But these findings have exciting implications for consciousness research, and I’m eager to hear the results of more experiments using similar techniques in the future. What I’m not eager to hear is the monotonous drone of a certain noisy subset of materialists claiming that these results prove that existence ends with the physical universe. Such materialists have a remarkable track record of conflating their philosophy with science. So expect to be cornered soon at a party-near-you by one of them announcing that science has now proved that astral projection, life-after-death, and the soul do not exist.

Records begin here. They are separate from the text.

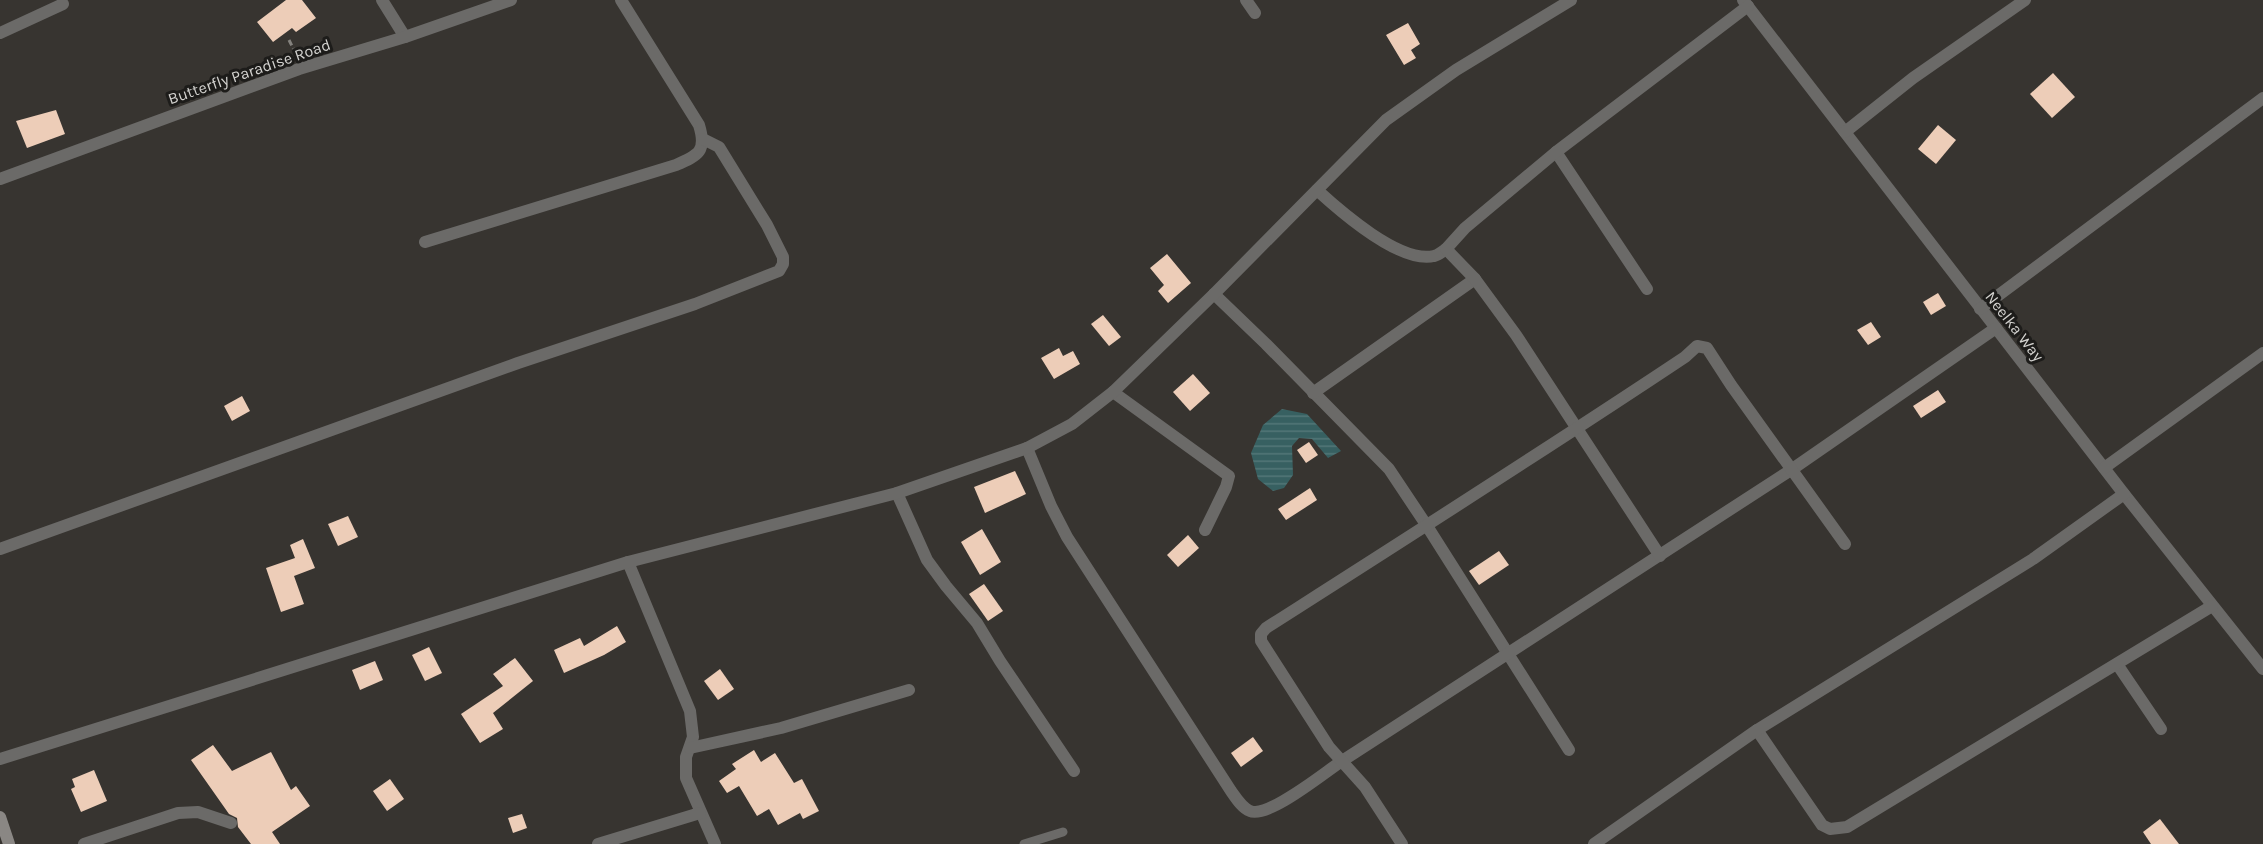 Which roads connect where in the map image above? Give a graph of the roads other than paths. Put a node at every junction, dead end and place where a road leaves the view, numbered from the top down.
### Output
1 (382, 0) edge
2 (511, 0) edge
3 (621, 0) edge
4 (1246, 0) edge
5 (1571, 0) edge
6 (2025, 0) edge
7 (1745, 3) edge
8 (63, 4) dead end
9 (1255, 13) dead end
10 (0, 33) edge
11 (405, 37) junction
12 (2263, 98) edge
13 (1845, 132) junction
14 (703, 139) junction
15 (1556, 152) junction
16 (0, 179) edge
17 (1317, 190) junction
18 (425, 242) dead end
19 (1446, 249) junction
20 (1475, 279) junction
21 (1647, 289) dead end
22 (1214, 294) junction
23 (1980, 309) junction
24 (1996, 328) junction
25 (2263, 353) edge
26 (1113, 392) junction
27 (1313, 393) junction
28 (1575, 428) junction
29 (1027, 447) junction
30 (2104, 468) junction
31 (1791, 470) junction
32 (897, 493) junction
33 (2124, 494) junction
34 (1427, 526) junction
35 (1205, 530) dead end
36 (1845, 544) dead end
37 (0, 549) edge
38 (1660, 556) junction
39 (628, 562) junction
40 (2212, 606) junction
41 (1509, 654) junction
42 (2117, 664) junction
43 (2263, 669) edge
44 (909, 690) dead end
45 (1757, 729) junction
46 (2161, 729) dead end
47 (690, 748) junction
48 (1569, 750) dead end
49 (0, 759) edge
50 (1342, 761) junction
51 (1074, 771) dead end
52 (700, 813) junction
53 (0, 817) edge
54 (231, 823) dead end
55 (1063, 832) dead end
56 (9, 844) edge
57 (84, 844) edge
58 (598, 844) edge
59 (715, 844) edge
60 (1024, 844) edge
61 (1402, 844) edge
62 (1594, 844) edge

But as Robert Thurman points out, such arguments are always carefully selected. For instance, it’s easy enough to stimulate the brain electronically to produce visual hallucinations. But we don’t need anything so fancy to produce visual hallucinations on demand. We could instead take a long drive through a desert on a hot day and see non-existent water ahead or we could look at any number of common optical illusions. Yet you’re unlikely to be cornered at a party by a materialist claiming that visual hallucinations prove that everything we see and sight itself are illusions.
Of course, we can try to figure out what’s real by using all of our senses on an object and getting confirmation from other people. That works fine as long as you’re looking for confirmation of something physical, and as long as you believe that other people exist and can be trusted. But the keyword there is “belief”. In other words, expect the materialist to attempt to prove his materialist beliefs with materialist arguments. To escape his circular reasoning you could attempt to achieve an out-of-the-body experience on the spot. Or, more simply, you could outwit him with his own materialist strategies by standing in some other area of the party.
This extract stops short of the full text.